The conventional fracturing fluid formulation exhibited limited wettability modification capacity for tight conglomerates in both blocks. Microscopic examination confirmed persistent crude oil adsorption in pore throats, leading to restricted oil mobility within the fracturing fluid system. This phenomenon accounts for the suboptimal production performance observed in field applications.

3.1.2. Spontaneous Imbibition Results

Core samples with comparable petrophysical properties were saturated with crude oil and subjected to aging treatment. Spontaneous imbibition experiments were performed using spent fracturing fluid under both ambient (20 °C) and reservoir (80 °C) temperature conditions. Based on IUPAC pore size classification [26]: (1) Nanopores: Pore size < 2 nm, (3) Micropores: Pore size 2–50 nm, (3) Macropores: Pore size > 50 nm. NMR T2 relaxation measurements revealed bimodal distribution curves. Progressive decreases in both peak intensity and integrated area were observed with increasing imbibition time, demonstrating that nanopores constitute the dominant storage space and primary imbibition pathways for tight oil migration.
In the Madong Block (Figure 5), the imbibition recovery rates were 28.68% at 20 °C and 30.05% at 80 °C, indicating minimal temperature dependence. In contrast, the Jinlong Block exhibited significantly temperature-sensitive recovery behavior, with rates increasing from 8.62% at 20 °C to 31.04% at 80 °C. The conventional guar-based fracturing fluid (0.35 wt% polymer) demonstrated slow oil displacement kinetics (equilibrium time > 120 h) and prolonged imbibition equilibrium duration.
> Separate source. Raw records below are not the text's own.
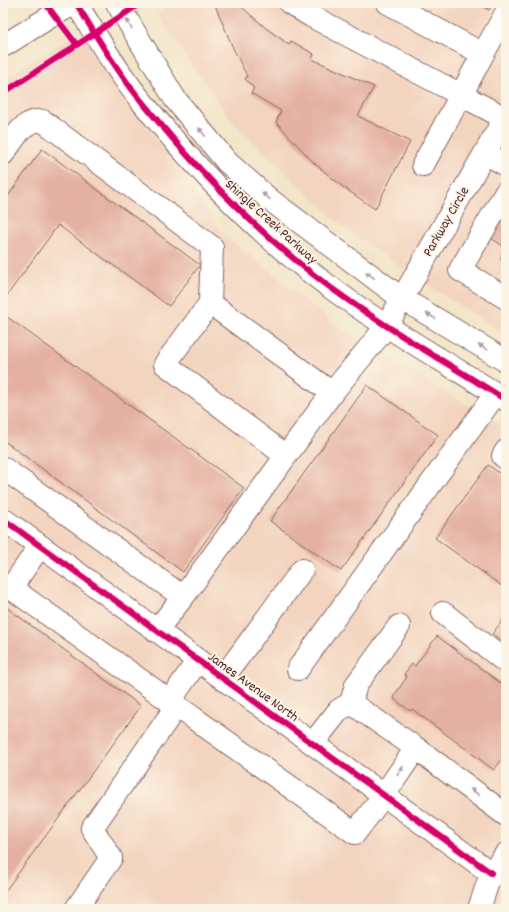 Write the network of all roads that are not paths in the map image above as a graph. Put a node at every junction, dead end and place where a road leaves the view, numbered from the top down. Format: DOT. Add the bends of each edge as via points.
graph roads {
  1 [pos="76,3"];
  2 [pos="116,3"];
  3 [pos="290,3"];
  4 [pos="388,3"];
  5 [pos="506,13"];
  6 [pos="3,46"];
  7 [pos="483,54"];
  8 [pos="461,95"];
  9 [pos="505,117"];
  10 [pos="4,152"];
  11 [pos="485,153"];
  12 [pos="423,165"];
  13 [pos="506,165"];
  14 [pos="506,192"];
  15 [pos="401,298"];
  16 [pos="506,298"];
  17 [pos="210,303"];
  18 [pos="386,327"];
  19 [pos="506,361"];
  20 [pos="332,393"];
  21 [pos="501,396"];
  22 [pos="506,451"];
  23 [pos="286,456"];
  24 [pos="506,458"];
  25 [pos="3,468"];
  26 [pos="3,519"];
  27 [pos="40,546"];
  28 [pos="302,570"];
  29 [pos="183,597"];
  30 [pos="443,613"];
  31 [pos="399,626"];
  32 [pos="156,631"];
  33 [pos="198,660"];
  34 [pos="506,662"];
  35 [pos="298,669"];
  36 [pos="223,678"];
  37 [pos="351,703"];
  38 [pos="176,704"];
  39 [pos="313,743"];
  40 [pos="416,748"];
  41 [pos="384,795"];
  42 [pos="506,815"];
  43 [pos="500,866"];
  44 [pos="76,909"];
  45 [pos="479,909"];
  1 -- 6 [label="street"];
  1 -- 18 [label="street, Shingle Creek Parkway" via="143,103 220,192 301,265"];
  15 -- 2 [label="street, Shingle Creek Parkway, one-way" via="269,199 227,162 175,99"];
  3 -- 8 [label="street"];
  4 -- 7 [label="street"];
  5 -- 7 [label="street"];
  7 -- 8 [label="street"];
  8 -- 9 [label="street"];
  8 -- 12 [label="street"];
  9 -- 11 [label="street, Parkway Circle"];
  10 -- 17 [label="street" via="26,124 34,120 43,121 212,247"];
  11 -- 13 [label="street"];
  11 -- 15 [label="street, Parkway Circle"];
  14 -- 16 [label="street" via="460,270"];
  15 -- 18 [label="street, Parkway Circle"];
  19 -- 15 [label="street, Shingle Creek Parkway, one-way"];
  17 -- 20 [label="street"];
  17 -- 23 [label="street" via="165,364"];
  18 -- 20 [label="street, Parkway Circle"];
  18 -- 21 [label="street, Shingle Creek Parkway"];
  20 -- 23 [label="street, Parkway Circle"];
  21 -- 35 [label="street"];
  22 -- 24 [label="street" via="503,456"];
  23 -- 29 [label="street, Parkway Circle"];
  25 -- 29 [label="street"];
  26 -- 27 [label="street, James Avenue North"];
  27 -- 32 [label="street, James Avenue North"];
  27 -- 38 [label="street" via="11,588"];
  28 -- 36 [label="street"];
  29 -- 32 [label="street, Parkway Circle"];
  30 -- 34 [label="street"];
  31 -- 37 [label="street" via="356,685"];
  32 -- 33 [label="street, James Avenue North"];
  33 -- 36 [label="street, James Avenue North"];
  33 -- 38 [label="street" via="174,695"];
  36 -- 39 [label="street, James Avenue North"];
  37 -- 39 [label="street" via="339,710"];
  37 -- 40 [label="street"];
  38 -- 41 [label="street" via="355,833"];
  38 -- 44 [label="street" via="92,828 111,858"];
  39 -- 41 [label="street, James Avenue North"];
  41 -- 40 [label="street, one-way"];
  42 -- 40 [label="street, one-way"];
  41 -- 43 [label="street, James Avenue North"];
  43 -- 45 [label="street"];
}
Microscale analysis (SEM-EDS) revealed that limited oil mobilization in nanopores (2–10 nm diameter) primarily accounts for the observed low recovery efficiency (<35%).

3.1.3. Relative Permeability and Oil Displacement Efficiency Analysis

Reservoir conditions were simulated by first saturating the cores with formation water, then displacing with diluted crude oil of the same viscosity to establish irreducible water saturation (Swi). Next, broken guar gum fracturing fluid was injected to observe oil-water distribution, relative permeability curves, and saturation changes.
For the Jinlong Block core samples, measured Swi, residual oil saturation (Sor) and oil displacement efficiency values were 41.26%, 32.97% (Figure 6b) and 30.8% (Figure 6c), respectively. This contrasts with the reservoir’s original oil saturation range of 25–45% [27], indicating that nearly 50% of the reservoir volume lacked effective oil-phase permeability. Similarly, Madong Block cores exhibited Swi = 44.19%, Sor = 33.77% (Figure 6a) and oil displacement efficiency of 35.04% (Figure 6c), compared to the in situ oil saturation range of 40–55% [28], demonstrating comparable oil mobility constraints.

3.2. Surfactant-Enhanced Oil Recovery Results

3.2.1. Wettability Modification Results

Wettability alteration experiments were performed on crude oil-saturated core samples using five surfactant categories: (1) nonionic (AEO-1 and AEO-2), (2) anionic nanoemulsion (CND), (3) anionic (sodium dodecylbenzene sulfonate, SDBS), (4) cationic (cetyltrimethylammonium chloride, CTAC), and (5) biosurfactant (sophorolipid, SPL). Based on field-applicable fracturing fluid formulations and economic feasibility considerations, a 0.1 wt% surfactant concentration was adopted for all tests [29]. The oil-saturated cores were subjected to 72 h immersion in surfactant solutions under controlled conditions (80 °C, 0.1 MPa) to quantitatively assess wettability modification through contact angle measurements.
The experimental results (Figure 7) demonstrate distinct wettability alteration performance among surfactant types. In the Madong samples, nonionic surfactant AEO-1 (0.1 wt%) achieved the most significant contact angle reduction (−88°) after 72 h of treatment, successfully converting the cores to water-wet conditions. The performance hierarchy was: AEO-1 > sodium dodecylbenzene sulfonate (SDBS, −79.4°) > cetyltrimethylammonium chloride (CTAC, −73°). Similarly, for Jinlong samples, AEO-1 again showed superior performance with a −78° contact angle change, followed by CTAC (−71°) and SDBS (−65°). These findings confirm that nonionic surfactants, particularly AEO-1, exhibit optimal wettability modification capacity for tight conglomerates, effectively transforming oil-wet surfaces to water-wet states and consequently enhancing tight oil mobility.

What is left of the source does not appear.